Task statement:
Reproduce every record exactly.

Dataset:
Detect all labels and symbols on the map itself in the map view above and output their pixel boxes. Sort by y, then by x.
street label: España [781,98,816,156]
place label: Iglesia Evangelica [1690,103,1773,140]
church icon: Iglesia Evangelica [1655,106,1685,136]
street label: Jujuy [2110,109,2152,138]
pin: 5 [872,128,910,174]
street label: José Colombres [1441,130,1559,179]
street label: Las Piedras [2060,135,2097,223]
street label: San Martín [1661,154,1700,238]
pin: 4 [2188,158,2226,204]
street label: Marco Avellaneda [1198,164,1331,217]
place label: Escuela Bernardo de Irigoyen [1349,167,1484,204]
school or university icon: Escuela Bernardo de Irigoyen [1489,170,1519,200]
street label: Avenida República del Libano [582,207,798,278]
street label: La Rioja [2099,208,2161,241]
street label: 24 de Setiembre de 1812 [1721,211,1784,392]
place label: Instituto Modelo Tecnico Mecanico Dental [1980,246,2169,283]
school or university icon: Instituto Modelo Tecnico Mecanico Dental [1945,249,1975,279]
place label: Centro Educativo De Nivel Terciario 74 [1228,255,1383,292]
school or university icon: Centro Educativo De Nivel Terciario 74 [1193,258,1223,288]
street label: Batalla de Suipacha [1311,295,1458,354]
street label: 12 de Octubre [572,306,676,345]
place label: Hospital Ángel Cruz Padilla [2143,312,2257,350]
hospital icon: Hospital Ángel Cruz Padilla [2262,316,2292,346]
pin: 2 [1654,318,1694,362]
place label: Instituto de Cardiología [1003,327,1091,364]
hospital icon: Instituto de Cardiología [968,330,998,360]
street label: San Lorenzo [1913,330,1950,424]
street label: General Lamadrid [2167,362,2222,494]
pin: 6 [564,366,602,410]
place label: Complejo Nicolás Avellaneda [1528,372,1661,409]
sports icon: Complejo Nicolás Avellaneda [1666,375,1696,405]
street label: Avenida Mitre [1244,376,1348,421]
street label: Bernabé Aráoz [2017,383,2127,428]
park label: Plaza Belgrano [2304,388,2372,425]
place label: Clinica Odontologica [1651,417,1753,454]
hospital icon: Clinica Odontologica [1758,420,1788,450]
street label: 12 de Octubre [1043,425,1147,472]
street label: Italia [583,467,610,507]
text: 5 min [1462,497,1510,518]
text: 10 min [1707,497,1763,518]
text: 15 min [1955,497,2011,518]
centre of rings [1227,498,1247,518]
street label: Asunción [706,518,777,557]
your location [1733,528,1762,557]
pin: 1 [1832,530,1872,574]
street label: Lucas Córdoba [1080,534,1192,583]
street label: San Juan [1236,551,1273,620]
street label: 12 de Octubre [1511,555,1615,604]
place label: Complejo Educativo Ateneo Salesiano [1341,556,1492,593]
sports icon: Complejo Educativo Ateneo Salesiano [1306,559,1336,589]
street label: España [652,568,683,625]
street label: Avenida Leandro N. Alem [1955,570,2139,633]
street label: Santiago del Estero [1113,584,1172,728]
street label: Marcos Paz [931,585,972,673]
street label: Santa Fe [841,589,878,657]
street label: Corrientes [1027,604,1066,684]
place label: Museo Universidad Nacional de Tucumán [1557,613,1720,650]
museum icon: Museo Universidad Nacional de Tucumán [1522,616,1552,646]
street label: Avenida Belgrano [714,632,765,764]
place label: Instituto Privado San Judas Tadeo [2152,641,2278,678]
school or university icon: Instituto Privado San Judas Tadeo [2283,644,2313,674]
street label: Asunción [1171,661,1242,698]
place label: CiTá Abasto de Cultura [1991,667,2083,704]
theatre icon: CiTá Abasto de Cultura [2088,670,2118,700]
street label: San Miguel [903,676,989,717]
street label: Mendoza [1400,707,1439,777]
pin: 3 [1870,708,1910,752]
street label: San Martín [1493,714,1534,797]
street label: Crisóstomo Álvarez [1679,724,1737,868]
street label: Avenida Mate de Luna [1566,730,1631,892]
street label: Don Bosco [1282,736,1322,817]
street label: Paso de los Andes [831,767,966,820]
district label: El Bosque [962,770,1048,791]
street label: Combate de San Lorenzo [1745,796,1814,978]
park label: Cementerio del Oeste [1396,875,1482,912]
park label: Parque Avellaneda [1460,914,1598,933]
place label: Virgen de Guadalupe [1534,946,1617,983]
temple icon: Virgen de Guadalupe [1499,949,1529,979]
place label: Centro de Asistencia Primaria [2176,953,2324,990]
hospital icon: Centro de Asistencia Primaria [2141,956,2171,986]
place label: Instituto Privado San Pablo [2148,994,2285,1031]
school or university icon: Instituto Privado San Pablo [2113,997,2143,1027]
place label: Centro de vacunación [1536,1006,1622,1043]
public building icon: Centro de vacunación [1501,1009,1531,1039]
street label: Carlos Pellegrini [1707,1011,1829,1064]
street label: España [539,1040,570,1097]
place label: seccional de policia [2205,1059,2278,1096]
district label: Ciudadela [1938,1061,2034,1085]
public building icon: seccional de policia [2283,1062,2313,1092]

Answer space:
Detect all labels and symbols on the map itself in the map view above and output their pixel boxes. Sort by y, then by x.
street label: España [781,98,816,156]
place label: Iglesia Evangelica [1690,103,1773,140]
church icon: Iglesia Evangelica [1655,106,1685,136]
street label: Jujuy [2110,109,2152,138]
pin: 5 [872,128,910,174]
street label: José Colombres [1441,130,1559,179]
street label: Las Piedras [2060,135,2097,223]
street label: San Martín [1661,154,1700,238]
pin: 4 [2188,158,2226,204]
street label: Marco Avellaneda [1198,164,1331,217]
place label: Escuela Bernardo de Irigoyen [1349,167,1484,204]
school or university icon: Escuela Bernardo de Irigoyen [1489,170,1519,200]
street label: Avenida República del Libano [582,207,798,278]
street label: La Rioja [2099,208,2161,241]
street label: 24 de Setiembre de 1812 [1721,211,1784,392]
place label: Instituto Modelo Tecnico Mecanico Dental [1980,246,2169,283]
school or university icon: Instituto Modelo Tecnico Mecanico Dental [1945,249,1975,279]
place label: Centro Educativo De Nivel Terciario 74 [1228,255,1383,292]
school or university icon: Centro Educativo De Nivel Terciario 74 [1193,258,1223,288]
street label: Batalla de Suipacha [1311,295,1458,354]
street label: 12 de Octubre [572,306,676,345]
place label: Hospital Ángel Cruz Padilla [2143,312,2257,350]
hospital icon: Hospital Ángel Cruz Padilla [2262,316,2292,346]
pin: 2 [1654,318,1694,362]
place label: Instituto de Cardiología [1003,327,1091,364]
hospital icon: Instituto de Cardiología [968,330,998,360]
street label: San Lorenzo [1913,330,1950,424]
street label: General Lamadrid [2167,362,2222,494]
pin: 6 [564,366,602,410]
place label: Complejo Nicolás Avellaneda [1528,372,1661,409]
sports icon: Complejo Nicolás Avellaneda [1666,375,1696,405]
street label: Avenida Mitre [1244,376,1348,421]
street label: Bernabé Aráoz [2017,383,2127,428]
park label: Plaza Belgrano [2304,388,2372,425]
place label: Clinica Odontologica [1651,417,1753,454]
hospital icon: Clinica Odontologica [1758,420,1788,450]
street label: 12 de Octubre [1043,425,1147,472]
street label: Italia [583,467,610,507]
text: 5 min [1462,497,1510,518]
text: 10 min [1707,497,1763,518]
text: 15 min [1955,497,2011,518]
centre of rings [1227,498,1247,518]
street label: Asunción [706,518,777,557]
your location [1733,528,1762,557]
pin: 1 [1832,530,1872,574]
street label: Lucas Córdoba [1080,534,1192,583]
street label: San Juan [1236,551,1273,620]
street label: 12 de Octubre [1511,555,1615,604]
place label: Complejo Educativo Ateneo Salesiano [1341,556,1492,593]
sports icon: Complejo Educativo Ateneo Salesiano [1306,559,1336,589]
street label: España [652,568,683,625]
street label: Avenida Leandro N. Alem [1955,570,2139,633]
street label: Santiago del Estero [1113,584,1172,728]
street label: Marcos Paz [931,585,972,673]
street label: Santa Fe [841,589,878,657]
street label: Corrientes [1027,604,1066,684]
place label: Museo Universidad Nacional de Tucumán [1557,613,1720,650]
museum icon: Museo Universidad Nacional de Tucumán [1522,616,1552,646]
street label: Avenida Belgrano [714,632,765,764]
place label: Instituto Privado San Judas Tadeo [2152,641,2278,678]
school or university icon: Instituto Privado San Judas Tadeo [2283,644,2313,674]
street label: Asunción [1171,661,1242,698]
place label: CiTá Abasto de Cultura [1991,667,2083,704]
theatre icon: CiTá Abasto de Cultura [2088,670,2118,700]
street label: San Miguel [903,676,989,717]
street label: Mendoza [1400,707,1439,777]
pin: 3 [1870,708,1910,752]
street label: San Martín [1493,714,1534,797]
street label: Crisóstomo Álvarez [1679,724,1737,868]
street label: Avenida Mate de Luna [1566,730,1631,892]
street label: Don Bosco [1282,736,1322,817]
street label: Paso de los Andes [831,767,966,820]
district label: El Bosque [962,770,1048,791]
street label: Combate de San Lorenzo [1745,796,1814,978]
park label: Cementerio del Oeste [1396,875,1482,912]
park label: Parque Avellaneda [1460,914,1598,933]
place label: Virgen de Guadalupe [1534,946,1617,983]
temple icon: Virgen de Guadalupe [1499,949,1529,979]
place label: Centro de Asistencia Primaria [2176,953,2324,990]
hospital icon: Centro de Asistencia Primaria [2141,956,2171,986]
place label: Instituto Privado San Pablo [2148,994,2285,1031]
school or university icon: Instituto Privado San Pablo [2113,997,2143,1027]
place label: Centro de vacunación [1536,1006,1622,1043]
public building icon: Centro de vacunación [1501,1009,1531,1039]
street label: Carlos Pellegrini [1707,1011,1829,1064]
street label: España [539,1040,570,1097]
place label: seccional de policia [2205,1059,2278,1096]
district label: Ciudadela [1938,1061,2034,1085]
public building icon: seccional de policia [2283,1062,2313,1092]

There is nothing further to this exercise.